Quote from On 40 Hadith: The Prophetic Voice on Social Reform
On 40 Hadith: The Prophetic Voice on Social Reform by Omar Suleiman is an essential read, only for the believer (mu’min) but also anyone interested to learn Islam’s position on critically important topics. The book is written in 40 chapters – each chapter begins with a hadith on a topic related to social justice and analyses it with Qu’ranic & hadith references, written in an engaging style that makes it digestible to read for anyone.
- The gravity of injustice in Islam
- Rights in marriage
- Parenting and child raising
- Rights of the elderly
- Rights of neighbours
- Ethical business relationship & transactions
- Combating racism
- Gender inequality
- Refugees & asylum seekers
An important chapter from the book focuses on the topic of responding to evil with good. Allah (SWT) commands the believers (mu’min):
“Hold to forgiveness, enjoin what is good and turn away from the ignorant.”
[Surah al-A’raf, 7:199]
When this verse (ayah) was revealed, the beloved Prophet (SAW) asked for its meaning (taweel) to Jibreel (AS) before revealing to his companions (sahabah):
“Shall I not guide you to the most noble of characteristics in this world and in the Hereafter?” When the companions replied in the affirmative the beloved Prophet (SAW) said:
“That you forgive the one who wrongs you, you give to the one who withholds from you, and that you maintain the ties kinship with the one who cuts you off.”

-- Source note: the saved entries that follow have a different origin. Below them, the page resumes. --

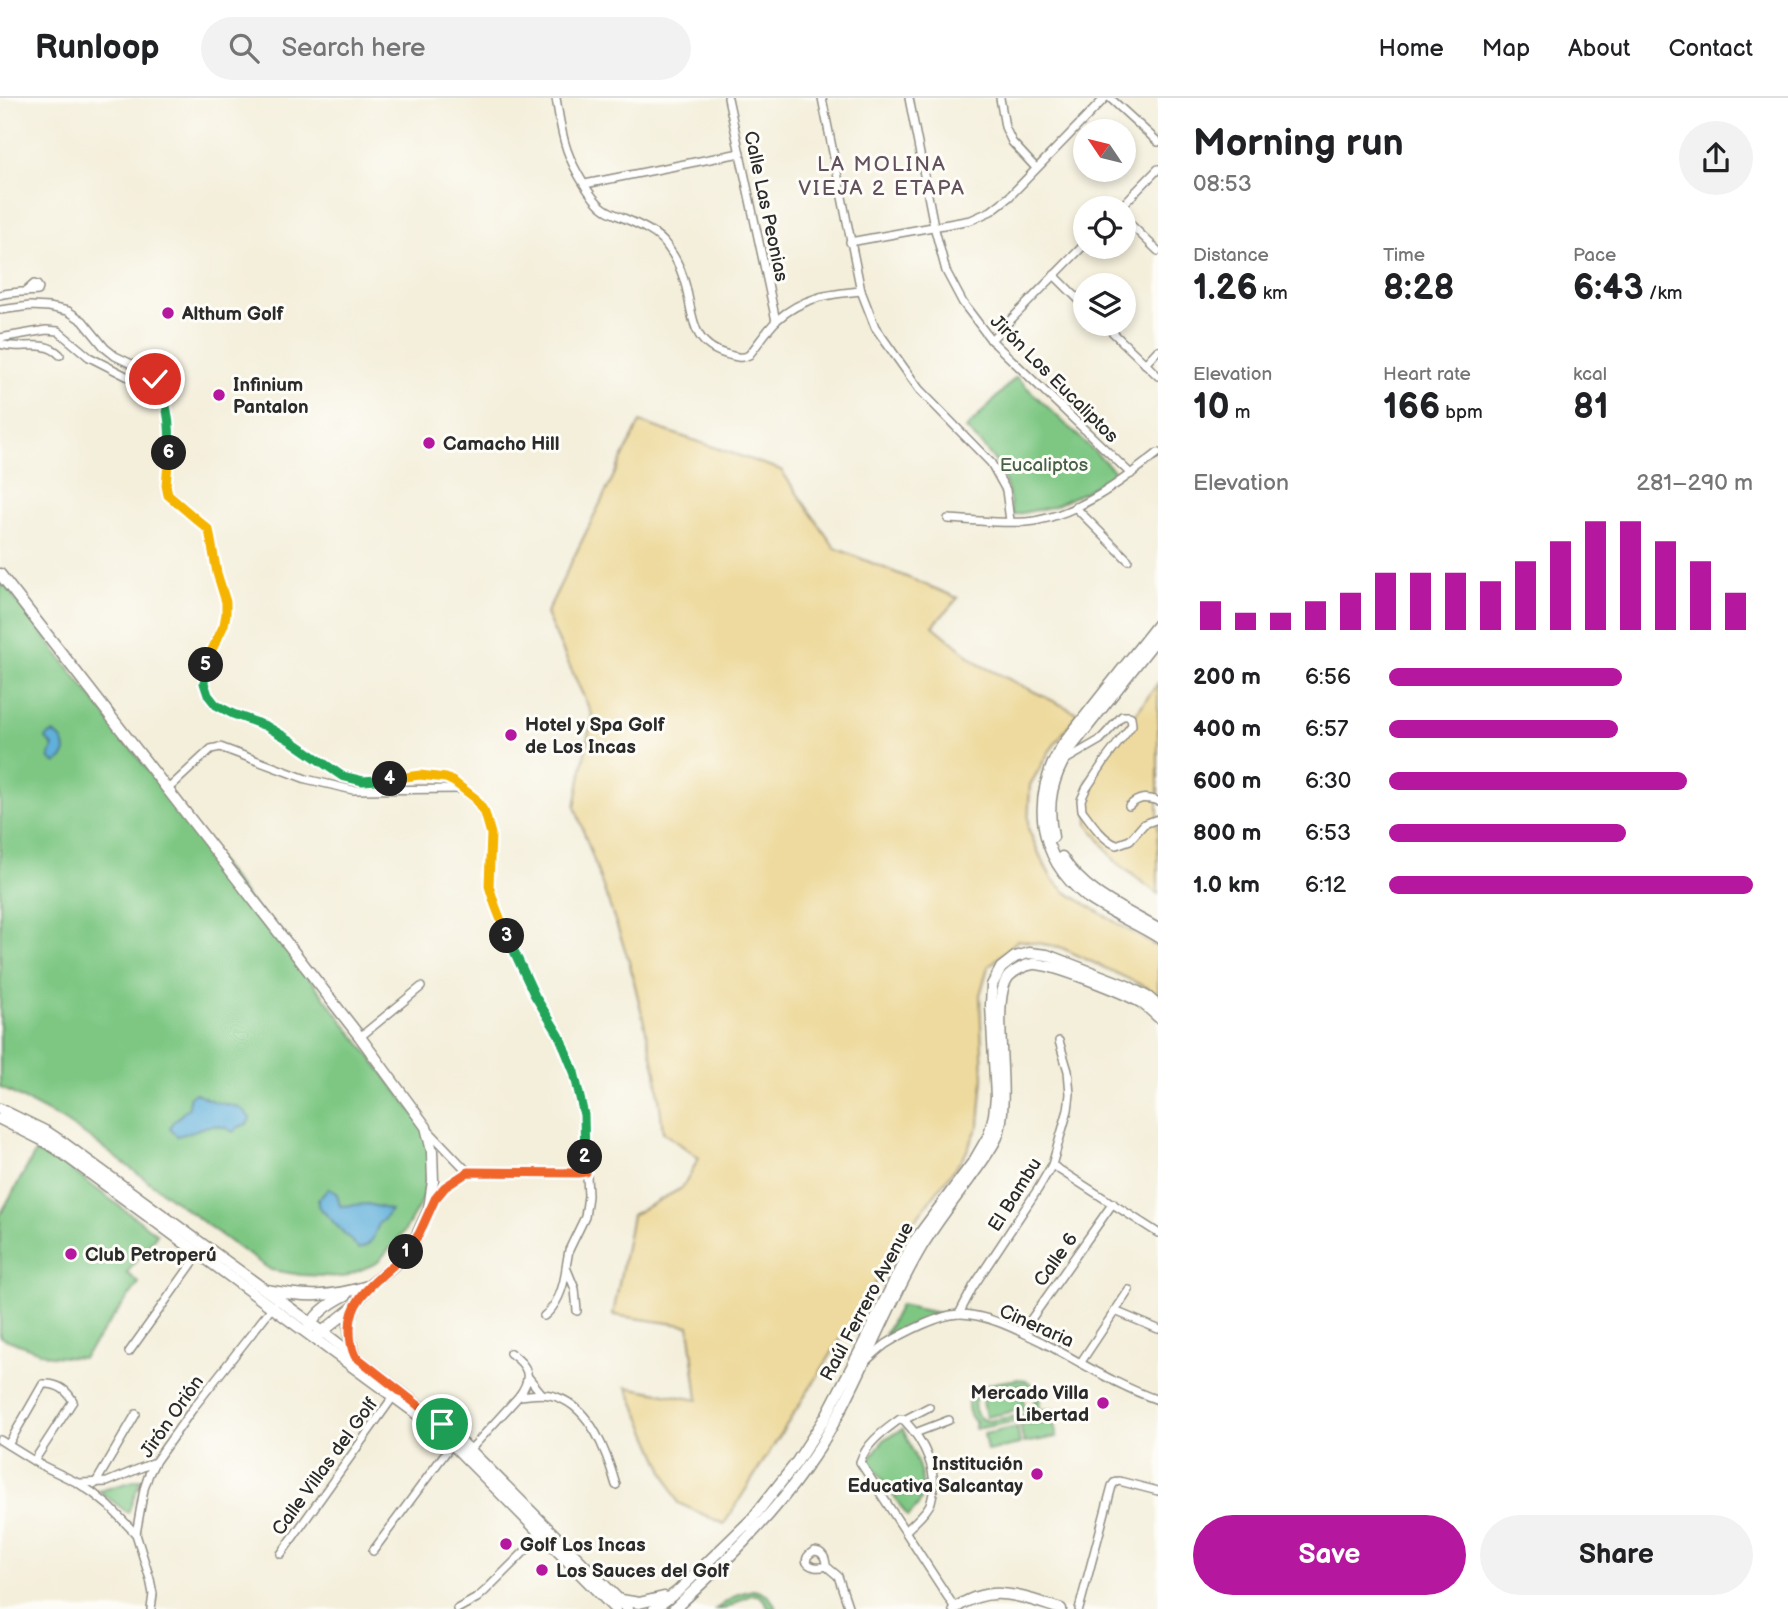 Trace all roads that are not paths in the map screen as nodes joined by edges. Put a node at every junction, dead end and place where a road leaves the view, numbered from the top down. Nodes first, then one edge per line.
1 (556, 98) edge
2 (728, 98) edge
3 (822, 98) edge
4 (909, 98) edge
5 (1000, 98) edge
6 (1105, 98) edge
7 (1110, 98) edge
8 (1158, 142) edge
9 (740, 153) junction
10 (1036, 169) junction
11 (1158, 169) edge
12 (585, 184) junction
13 (1132, 196) edge
14 (934, 226) junction
15 (1136, 230) edge
16 (850, 242) junction
17 (1158, 251) edge
18 (1073, 256) edge
19 (1054, 275) junction
20 (861, 291) junction
21 (25, 292) dead end
22 (1073, 294) edge
23 (0, 295) edge
24 (0, 310) edge
25 (776, 321) junction
26 (1116, 336) edge
27 (0, 338) edge
28 (991, 340) junction
29 (0, 344) edge
30 (1158, 350) edge
31 (60, 355) dead end
32 (1145, 364) junction
33 (1158, 376) edge
34 (165, 400) junction
35 (1158, 453) edge
36 (1131, 474) junction
37 (1075, 507) junction
38 (948, 519) dead end
39 (1010, 521) junction
40 (1128, 560) dead end
41 (0, 574) edge
42 (1158, 624) edge
43 (1158, 636) edge
44 (1062, 763) junction
45 (167, 789) junction
46 (462, 789) junction
47 (1158, 802) edge
48 (1129, 806) dead end
49 (1158, 819) edge
50 (1158, 929) edge
51 (1158, 937) edge
52 (421, 987) dead end
53 (1158, 1006) edge
54 (1158, 1017) edge
55 (360, 1037) junction
56 (1059, 1041) dead end
57 (0, 1109) edge
58 (0, 1119) edge
59 (426, 1127) junction
60 (1052, 1165) junction
61 (468, 1172) junction
62 (586, 1172) junction
63 (1113, 1203) junction
64 (429, 1209) junction
65 (1158, 1233) edge
66 (199, 1254) junction
67 (566, 1267) junction
68 (370, 1285) junction
69 (262, 1289) junction
70 (355, 1290) junction
71 (1129, 1290) dead end
72 (290, 1294) junction
73 (275, 1304) junction
74 (355, 1305) junction
75 (577, 1311) dead end
76 (1115, 1311) junction
77 (959, 1314) junction
78 (544, 1316) dead end
79 (1158, 1328) edge
80 (314, 1332) junction
81 (1022, 1332) junction
82 (129, 1352) dead end
83 (510, 1353) dead end
84 (355, 1356) junction
85 (865, 1362) junction
86 (1081, 1362) junction
87 (528, 1377) junction
88 (542, 1394) junction
89 (519, 1396) junction
90 (393, 1397) junction
91 (1158, 1401) edge
92 (929, 1406) dead end
93 (136, 1414) dead end
94 (904, 1420) junction
95 (950, 1420) dead end
96 (915, 1433) junction
97 (0, 1440) edge
98 (452, 1444) junction
99 (8, 1445) junction
100 (470, 1450) junction
101 (34, 1461) junction
102 (155, 1462) junction
103 (78, 1483) junction
104 (95, 1484) junction
105 (616, 1485) dead end
106 (1158, 1491) edge
107 (906, 1531) junction
108 (136, 1534) junction
109 (541, 1535) junction
110 (373, 1551) dead end
111 (281, 1554) dead end
112 (826, 1566) dead end
113 (598, 1592) junction
114 (682, 1594) junction
115 (617, 1604) edge
116 (151, 1609) edge
117 (457, 1609) edge
118 (607, 1609) edge
119 (628, 1609) edge
120 (654, 1609) edge
121 (674, 1609) edge
122 (680, 1609) edge
123 (849, 1609) edge
124 (954, 1609) edge
125 (1061, 1609) edge
126 (1079, 1609) edge

1 - 12 street
2 - 9 street, Calle Las Peonias
3 - 16 street
4 - 14 street, Jirón Los Eucaliptos
5 - 10 street
6 - 10 street
7 - 8 street
9 - 12 street
9 - 25 street, Calle Las Peonias
10 - 14 street
11 - 13 street
12 - 25 street
14 - 16 street
14 - 28 street, Jirón Los Eucaliptos
15 - 17 street
16 - 20 street
18 - 19 street
19 - 22 street
19 - 28 street
20 - 25 street
20 - 39 street
21 - 23 street
24 - 34 street
26 - 32 street
27 - 34 street
28 - 36 street, Jirón Los Eucaliptos
29 - 31 street
30 - 32 street
32 - 33 street
34 - 46 street
35 - 36 street
36 - 37 street
37 - 39 street
37 - 40 street
38 - 39 street
41 - 45 street
42 - 51 street
43 - 44 street
44 - 49 street
44 - 50 street
45 - 46 street
45 - 55 street
46 - 62 street
47 - 48 street
52 - 55 street
53 - 114 street, Raúl Ferrero Avenue
54 - 85 street, Raúl Ferrero Avenue
55 - 59 street
56 - 60 street, El Bambu
57 - 69 street
58 - 66 street
59 - 61 street
59 - 64 street
60 - 63 street
60 - 77 street, El Bambu
61 - 62 street
61 - 64 street
62 - 67 street
63 - 65 street
63 - 81 street, Calle 6
64 - 68 street
66 - 73 street
66 - 82 street
67 - 75 street
67 - 78 street
68 - 70 street
68 - 74 street
69 - 72 street
69 - 73 street
70 - 72 street
70 - 80 street
71 - 76 street
72 - 73 street
73 - 80 street
73 - 102 street, Jirón Orión
74 - 80 street
74 - 84 street
76 - 79 street
76 - 86 street
77 - 81 street, Cineraria
77 - 85 street, Cineraria
80 - 84 street
80 - 90 street
81 - 86 street, Cineraria
83 - 87 street
84 - 100 street
85 - 114 street, Raúl Ferrero Avenue
86 - 91 street, Cineraria
87 - 88 street
87 - 89 street
88 - 89 street
88 - 105 street
89 - 100 street
90 - 98 street
90 - 111 street, Calle Villas del Golf
92 - 94 street
93 - 104 street
94 - 96 street
94 - 107 street
95 - 96 street
96 - 107 street
97 - 99 street
98 - 109 street
98 - 110 street
99 - 101 street
99 - 101 street
100 - 115 street
101 - 103 street
102 - 104 street
102 - 108 street, Jirón Orión
103 - 104 street
103 - 108 street
106 - 126 street
107 - 124 street
108 - 116 street, Jirón Orión
109 - 113 street
109 - 117 street
112 - 123 street
113 - 115 street
113 - 118 street
114 - 115 street
114 - 120 street, Raúl Ferrero Avenue
114 - 121 street, Raúl Ferrero Avenue
114 - 122 street
115 - 119 street
124 - 125 street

The important lesson for all of us is injustice arises in society when people fail to uphold themselves to a higher standard. Oftentimes, this is ‘justified’ with the excuse “since I was wronged in this manner, my reaction is justified.” However, in no circumstances is a believer permitted to tarnish their good name and character. Otherwise, they become no better than the person who wronged them.
The book ends with a chapter that mentions a story between the great reviver and reformer Umar bin Abdul-Aziz and his son Abdul-Malik. Oftentimes, the pressing need for reform often leads people to call for immediate action and to criticize the gradual approach. However, the methodology of the Prophets (SAW) has always been of gradual change towards perfection, to win over hearts and minds before seismic social, political and economic change is enacted at a particular time. When Abdul-Malik confronted his father, who had assumed the duties of the Caliph at the age of thirty-eight, about his slow pace at reform, Umar bin Abdul-Aziz replied:
“My son, alongside the great share Allah has portioned to you (i.e. righteousness), you still carry some of the qualities of the young. My son do not be hasty, for Allah has dispraised wine twice in the Qu’ran, then prohibited it on the third occasion. I fear committing them to the truth (justice) together, lest they reject it altogether. I cannot present them with any part of the religion, except while offering some worldly benefit alongside it, in order to soften their hearts – out of fear that the would erupt against me in a way that I cannot repel. Does it not please you that not a day passes by your father, except that he revives a Prophetic tradition (sunnah) and destroys an innovation (bi’dah) during it?”
We must always take the Qu’ran and the beloved Prophet (SAW), his noble companions (sahabah) and the people who follow in their footsteps as our source of inspiration and guidance.
Omar Suleiman is the Founder and President of Yaqeen Institute for Islamic Research and Professor of Islamic Studies at Southern Methodist University in Dallas, USA.